#### [What the task requires]
Find the line in the entries below that contains "position:absolute; translate:-50% -50%;". Repeat it exactly, and every line after it through the line that contains "margin:0; font-size:23px; white-space:nowrap;".
(Beginning of Provided data)
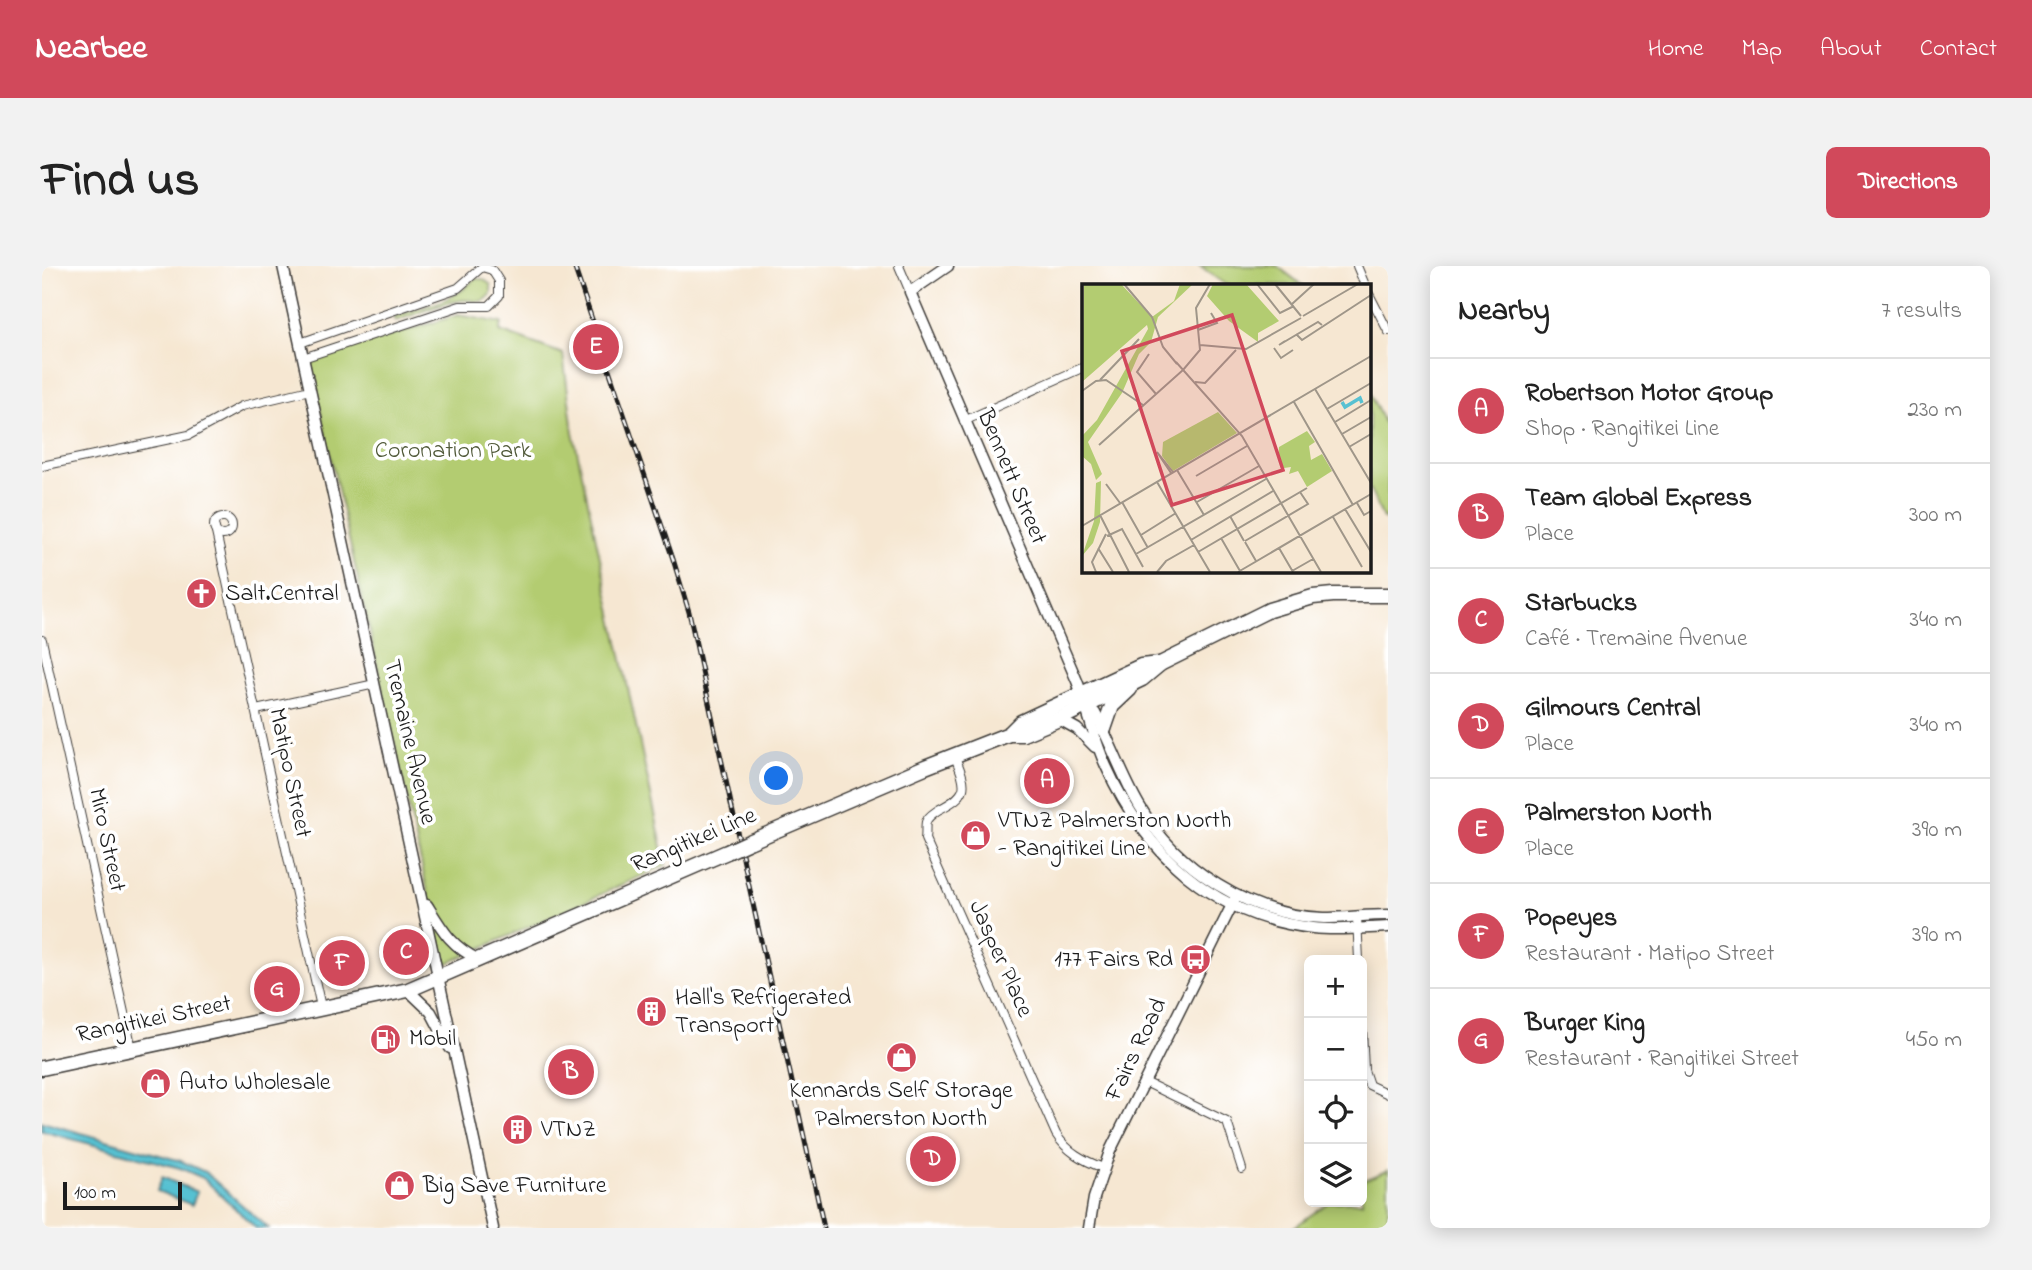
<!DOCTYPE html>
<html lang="en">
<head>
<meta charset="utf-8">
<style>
  body { margin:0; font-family:"Indie Flower",sans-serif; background:#f2f2f2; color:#222 }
  .controls { position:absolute; right:21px; bottom:21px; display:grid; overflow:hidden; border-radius:10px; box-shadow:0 4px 18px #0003 }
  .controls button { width:63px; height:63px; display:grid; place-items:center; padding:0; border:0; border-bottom:2px solid #e0e0e0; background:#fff; color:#222; font:35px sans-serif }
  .scale { position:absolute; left:21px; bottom:18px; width:119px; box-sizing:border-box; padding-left:7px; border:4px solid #1c1c1c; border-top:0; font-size:19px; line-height:24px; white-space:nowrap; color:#1c1c1c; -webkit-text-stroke:5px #fff; paint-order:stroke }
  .you { position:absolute; left:735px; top:513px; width:24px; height:24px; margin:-18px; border:5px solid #fff; border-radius:50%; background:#1a73e8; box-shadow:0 0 0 10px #1a73e833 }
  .badge { display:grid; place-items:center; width:46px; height:46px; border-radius:50%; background:#d1495b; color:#fff; font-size:23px; font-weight:700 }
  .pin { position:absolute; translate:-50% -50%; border:4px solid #fff; box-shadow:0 2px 7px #0006 }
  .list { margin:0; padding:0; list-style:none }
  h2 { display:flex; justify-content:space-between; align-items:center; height:91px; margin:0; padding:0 28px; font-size:30px }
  h2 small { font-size:23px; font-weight:400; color:#767676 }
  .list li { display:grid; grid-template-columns:46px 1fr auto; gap:21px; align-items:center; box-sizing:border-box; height:105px; padding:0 28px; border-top:2px solid #e0e0e0 }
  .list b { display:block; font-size:26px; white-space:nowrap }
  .list p { margin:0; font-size:23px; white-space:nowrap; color:#767676 }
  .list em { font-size:23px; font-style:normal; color:#767676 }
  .icon { flex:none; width:38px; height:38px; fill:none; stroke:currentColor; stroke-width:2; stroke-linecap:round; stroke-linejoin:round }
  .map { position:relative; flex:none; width:1346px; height:962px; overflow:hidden; border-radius:10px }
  header { display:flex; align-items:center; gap:42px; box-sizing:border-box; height:98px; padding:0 35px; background:#d1495b; color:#fff }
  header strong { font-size:33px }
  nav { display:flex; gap:38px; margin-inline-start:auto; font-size:24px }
  .intro { display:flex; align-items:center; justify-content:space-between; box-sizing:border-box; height:168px; padding:0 42px }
  h1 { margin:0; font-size:49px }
  .button { padding:18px 32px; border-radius:10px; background:#d1495b; color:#fff; font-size:24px; font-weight:700 }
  main { display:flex; gap:42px; padding:0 42px }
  aside { flex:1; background:#fff; border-radius:10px; box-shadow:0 4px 18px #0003 }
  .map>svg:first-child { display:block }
</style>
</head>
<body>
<header>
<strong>Nearbee</strong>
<nav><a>Home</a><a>Map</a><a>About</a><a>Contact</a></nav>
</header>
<div class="intro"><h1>Find us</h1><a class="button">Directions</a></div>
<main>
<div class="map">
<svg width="1346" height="962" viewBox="0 0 1346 962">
  <rect width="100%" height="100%" fill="#fff"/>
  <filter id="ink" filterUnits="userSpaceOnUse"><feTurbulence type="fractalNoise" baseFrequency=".0143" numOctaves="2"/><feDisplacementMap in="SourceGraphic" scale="14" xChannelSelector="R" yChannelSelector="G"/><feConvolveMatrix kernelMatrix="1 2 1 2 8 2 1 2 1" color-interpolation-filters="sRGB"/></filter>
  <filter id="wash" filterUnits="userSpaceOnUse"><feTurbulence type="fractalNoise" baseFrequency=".00686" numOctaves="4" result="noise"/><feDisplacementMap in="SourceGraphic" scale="28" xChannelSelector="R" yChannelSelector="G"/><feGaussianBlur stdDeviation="1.57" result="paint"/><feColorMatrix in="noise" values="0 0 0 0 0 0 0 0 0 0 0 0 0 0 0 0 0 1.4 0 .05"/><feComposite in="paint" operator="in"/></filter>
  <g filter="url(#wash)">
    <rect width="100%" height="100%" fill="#f6e7d2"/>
    <!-- green -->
    <g fill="#b3cc71" stroke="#687446" stroke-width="2">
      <polygon points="1158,0 1235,0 1260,19 1184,19"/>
      <path d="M432 13H441L449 19V28C441 39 436 34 424 34 403 35 374 49 353 55L352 50C379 41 413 36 432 13Z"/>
      <polygon points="416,49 460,57 458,65 521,88 531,166 624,599 402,699 267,94"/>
      <polygon points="1327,126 1346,165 1346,255 1341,252 1327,222"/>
      <polygon points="1346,904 1346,962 1251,962 1287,936 1320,936 1320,915"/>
    </g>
    <!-- water -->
    <g fill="#57c1d2" stroke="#3a6e77" stroke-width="2">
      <polygon points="0,856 139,895 163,906 226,962 214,962 161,912 138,902 0,865"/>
      <polygon points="120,911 155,926 150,939 115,925"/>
    </g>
  </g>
  <g filter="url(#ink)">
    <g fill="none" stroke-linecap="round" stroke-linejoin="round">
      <defs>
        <g id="street">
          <polyline points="857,0 868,26"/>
          <polyline points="1315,0 1323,19"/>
          <polyline points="1327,28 1346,65"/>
          <polyline points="258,77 416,22 440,1 450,4 457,15 457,30 447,40 418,40 261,92"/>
          <polyline points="922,155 1042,101"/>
          <polyline points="0,200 147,169 200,140 268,124"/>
          <circle cx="181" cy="260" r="9"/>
          <polyline points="173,262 279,741"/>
          <polyline points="0,374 90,783"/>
          <polyline points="214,444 333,418"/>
          <path d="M913 491C926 522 927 528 896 544 892 547 886 550 884 556 883 560 884 568 883 573L1014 868C1025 886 1041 894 1061 902"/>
          <polyline points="1315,651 1317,694"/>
          <polyline points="1320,762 1322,804 1327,819 1346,828"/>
          <polyline points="1103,816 1185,856 1200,903"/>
        </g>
        <g id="secondary">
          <polyline points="241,0 451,962"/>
          <path d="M906 0 868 26 1035 415C1046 443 1051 472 1064 500 1104 589 1172 651 1271 662 1296 665 1321 662 1346 661"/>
          <path d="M1045 439 1053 447C1069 477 1080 510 1097 539 1134 603 1208 650 1282 652 1303 652 1325 649 1346 649"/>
          <polyline points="1017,453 1035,463 1053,481"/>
          <path d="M385 639C401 665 409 680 437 694"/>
          <polyline points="366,724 389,746 408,782"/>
          <polyline points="1047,962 1052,932 1068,885 1193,633"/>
        </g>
        <g id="highway">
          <polyline points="1062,463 1070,440 1088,423"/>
          <polyline points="967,468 979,456 1099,400 1118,398"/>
          <polyline points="707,576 883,501 967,468 981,468 1017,453 1100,413 1118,398 1227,344 1271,331 1291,329 1346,329"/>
          <polyline points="0,802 366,724 685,586"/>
        </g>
      </defs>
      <!-- street casing -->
      <use href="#street" stroke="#3d3a37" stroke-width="10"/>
      <!-- secondary casing -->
      <use href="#secondary" stroke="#3d3a37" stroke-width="13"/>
      <!-- highway casing -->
      <use href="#highway" stroke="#3d3a37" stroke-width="17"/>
      <!-- street -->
      <use href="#street" stroke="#fff" stroke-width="8"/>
      <!-- secondary -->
      <use href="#secondary" stroke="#fff" stroke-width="10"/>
      <!-- highway -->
      <use href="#highway" stroke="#fff" stroke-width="14"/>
      <defs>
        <polyline id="rail" points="532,0 631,293 647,346 782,962"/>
      </defs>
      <!-- rail casing -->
      <use href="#rail" stroke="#1c1c1c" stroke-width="5"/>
      <!-- rail -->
      <use href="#rail" stroke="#fff" stroke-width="2.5" stroke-dasharray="8" stroke-linecap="butt"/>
      <defs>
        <polyline id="highway-bridge" points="685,586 707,576"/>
      </defs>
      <!-- highway-bridge casing -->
      <use href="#highway-bridge" stroke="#3d3a37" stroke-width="17" stroke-linecap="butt"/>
      <!-- highway-bridge -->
      <use href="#highway-bridge" stroke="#fff" stroke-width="14"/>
    </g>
  </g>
  <!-- icons -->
  <defs>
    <symbol id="church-disc" viewBox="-11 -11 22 22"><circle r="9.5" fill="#d1495b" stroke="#fff"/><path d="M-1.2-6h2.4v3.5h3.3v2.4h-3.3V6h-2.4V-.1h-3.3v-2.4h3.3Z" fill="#fff"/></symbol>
    <symbol id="shop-disc" viewBox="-11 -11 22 22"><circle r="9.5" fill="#d1495b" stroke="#fff"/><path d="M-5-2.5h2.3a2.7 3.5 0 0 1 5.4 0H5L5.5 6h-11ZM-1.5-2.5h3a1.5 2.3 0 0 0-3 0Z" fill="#fff"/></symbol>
    <symbol id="bus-disc" viewBox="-11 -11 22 22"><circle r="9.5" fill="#d1495b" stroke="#fff"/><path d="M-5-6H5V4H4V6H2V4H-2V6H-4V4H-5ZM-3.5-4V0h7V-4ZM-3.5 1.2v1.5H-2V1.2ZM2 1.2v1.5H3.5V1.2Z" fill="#fff"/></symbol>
    <symbol id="building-disc" viewBox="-11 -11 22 22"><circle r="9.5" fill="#d1495b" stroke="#fff"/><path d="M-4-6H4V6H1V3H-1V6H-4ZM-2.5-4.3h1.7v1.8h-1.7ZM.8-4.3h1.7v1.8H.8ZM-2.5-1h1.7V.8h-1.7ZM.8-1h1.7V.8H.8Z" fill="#fff"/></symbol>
    <symbol id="fuel-disc" viewBox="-11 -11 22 22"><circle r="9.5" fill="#d1495b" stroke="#fff"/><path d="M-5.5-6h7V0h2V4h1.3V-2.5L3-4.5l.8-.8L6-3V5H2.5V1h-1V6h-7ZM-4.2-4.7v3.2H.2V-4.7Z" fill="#fff"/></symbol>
  </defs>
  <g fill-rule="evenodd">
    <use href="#church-disc" x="142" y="310" width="35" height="35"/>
    <use href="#shop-disc" x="916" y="552" width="35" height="35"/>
    <use href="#bus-disc" x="1136" y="676" width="35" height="35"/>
    <use href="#building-disc" x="592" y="728" width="35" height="35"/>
    <use href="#fuel-disc" x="326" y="756" width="35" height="35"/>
    <use href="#shop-disc" x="842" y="774" width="35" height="35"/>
    <use href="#shop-disc" x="96" y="800" width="35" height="35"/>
    <use href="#building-disc" x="458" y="846" width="35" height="35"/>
    <use href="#shop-disc" x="340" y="902" width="35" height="35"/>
  </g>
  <g text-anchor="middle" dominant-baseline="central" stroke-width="7" stroke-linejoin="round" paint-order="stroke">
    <!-- park labels -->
    <g font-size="24" fill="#515a3a" stroke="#fff">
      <text x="411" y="185">Coronation Park</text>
    </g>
    <!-- street labels -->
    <g font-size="24" fill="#1c1c1c" stroke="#fff">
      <text transform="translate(969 211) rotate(67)">Bennett Street</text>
      <text transform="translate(367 476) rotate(77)">Tremaine Avenue</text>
      <text transform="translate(247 507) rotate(78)">Matipo Street</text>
      <text transform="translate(64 574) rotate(78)">Miro Street</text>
      <text transform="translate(652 575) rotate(-23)">Rangitikei Line</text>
      <text transform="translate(958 693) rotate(66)">Jasper Place</text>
      <text transform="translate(112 754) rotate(-12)">Rangitikei Street</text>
      <text transform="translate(1095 784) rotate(-64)">Fairs Road</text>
    </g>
    <!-- poi labels -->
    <g font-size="24" fill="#1c1c1c" stroke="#fff" text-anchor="start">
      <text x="183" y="328">Salt.Central</text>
      <text x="956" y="555">VTNZ Palmerston North<tspan x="956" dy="28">- Rangitikei Line</tspan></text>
      <text x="1131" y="694" text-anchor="end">177 Fairs Rd</text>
      <text x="633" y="732">Hall's Refrigerated<tspan x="633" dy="28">Transport</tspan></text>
      <text x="367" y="773">Mobil</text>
      <text x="137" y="817">Auto Wholesale</text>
      <text x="859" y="825" text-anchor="middle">Kennards Self Storage<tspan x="859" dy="28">Palmerston North</tspan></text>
      <text x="499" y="864">VTNZ</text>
      <text x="381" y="920">Big Save Furniture</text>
    </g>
  </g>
  <!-- overview -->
  <g transform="translate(1040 18)">
    <rect width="289" height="289" fill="#f6e7d2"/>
    <path d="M2 0H39L70 33 92 17 98 0H111L76 33 69 58 57 70 40 109 6 158 20 190 14 196 9 180 0 172V152L15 136 66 45 65 41 0 98ZM131 0H164L197 37 176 49V58L147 37 125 12ZM136 128 155 149 91 187 80 172 81 158ZM225 147 233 158 227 162 229 176 240 170 250 187 225 203 216 187 207 190 209 183 202 184 196 173 197 163ZM19 197 18 238 11 259 0 272 12 237 14 199Z" fill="#b3cc71"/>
    <path fill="none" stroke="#57c1d2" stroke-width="3.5" d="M260 118 263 123 278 114 280 119"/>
    <path fill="none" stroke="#9f9689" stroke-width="2" d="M42 0 70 33 81 63 95 80M175 0 198 29 212 22M193 0 219 32M210 20 232 0M221 32 276 0M116 46 135 39 129 29M214 50 220 56 289 11M203 57 197 61 236 38 240 41M118 61 164 65 219 34M192 64 199 74 211 66M67 70 55 88 74 110M94 78 160 152 239 288M101 86 118 66 114 24 128 0M18 96 57 55M113 98 123 99 154 66M233 105 289 199M0 107 14 97 24 96 61 121M212 118 271 221M245 125 289 99M253 138 289 116M260 150 289 133M17 161 101 86M267 163 289 150M95 186 122 231M89 189 75 168 91 188M114 192 165 162M75 198 128 288M24 200 38 219M40 218 66 264M115 218 177 182M275 219 282 231 289 227M263 225 289 268M18 231 47 288M148 232 162 257M251 233 280 283M0 242 289 72M59 251 94 229M25 252 40 245 61 283M139 254 158 287M109 256 191 207M163 257 226 220 218 208M163 258 174 277M16 264 31 288M197 264 211 288M116 268 225 204M54 270 184 195M210 287 231 275M14 288 10 278 24 250M75 288 84 277 112 261M156 288 289 210"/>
    <path fill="#d1495b" fill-opacity="0.15" stroke="#d1495b" stroke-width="3.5" d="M150 31 201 186 90 221 40 67Z"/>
    <rect width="289" height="289" fill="none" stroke="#1c1c1c" stroke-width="3.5"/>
  </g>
</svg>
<div class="controls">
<button>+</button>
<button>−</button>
<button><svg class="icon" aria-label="locate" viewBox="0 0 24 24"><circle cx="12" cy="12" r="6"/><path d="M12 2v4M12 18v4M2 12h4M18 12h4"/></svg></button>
<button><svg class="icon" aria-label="layers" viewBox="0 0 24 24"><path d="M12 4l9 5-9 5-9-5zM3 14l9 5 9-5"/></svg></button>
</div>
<div class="scale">100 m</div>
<div class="you"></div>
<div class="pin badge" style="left:1005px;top:515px">A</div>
<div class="pin badge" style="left:529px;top:806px">B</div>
<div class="pin badge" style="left:364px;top:686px">C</div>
<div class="pin badge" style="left:891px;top:893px">D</div>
<div class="pin badge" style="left:554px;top:81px">E</div>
<div class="pin badge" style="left:300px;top:697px">F</div>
<div class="pin badge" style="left:235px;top:723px">G</div>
</div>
<aside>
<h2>Nearby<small>7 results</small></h2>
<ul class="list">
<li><span class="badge">A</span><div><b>Robertson Motor Group</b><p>Shop · Rangitikei Line</p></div><em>230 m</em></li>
<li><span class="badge">B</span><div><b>Team Global Express</b><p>Place</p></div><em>300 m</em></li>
<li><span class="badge">C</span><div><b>Starbucks</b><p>Café · Tremaine Avenue</p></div><em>340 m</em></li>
<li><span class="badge">D</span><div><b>Gilmours Central</b><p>Place</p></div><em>340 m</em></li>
<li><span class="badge">E</span><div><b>Palmerston North</b><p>Place</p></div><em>390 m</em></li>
<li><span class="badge">F</span><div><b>Popeyes</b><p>Restaurant · Matipo Street</p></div><em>390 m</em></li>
<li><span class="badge">G</span><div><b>Burger King</b><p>Restaurant · Rangitikei Street</p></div><em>450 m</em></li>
</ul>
</aside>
</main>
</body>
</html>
(End of Provided data)
#### [Task output]
  .pin { position:absolute; translate:-50% -50%; border:4px solid #fff; box-shadow:0 2px 7px #0006 }
  .list { margin:0; padding:0; list-style:none }
  h2 { display:flex; justify-content:space-between; align-items:center; height:91px; margin:0; padding:0 28px; font-size:30px }
  h2 small { font-size:23px; font-weight:400; color:#767676 }
  .list li { display:grid; grid-template-columns:46px 1fr auto; gap:21px; align-items:center; box-sizing:border-box; height:105px; padding:0 28px; border-top:2px solid #e0e0e0 }
  .list b { display:block; font-size:26px; white-space:nowrap }
  .list p { margin:0; font-size:23px; white-space:nowrap; color:#767676 }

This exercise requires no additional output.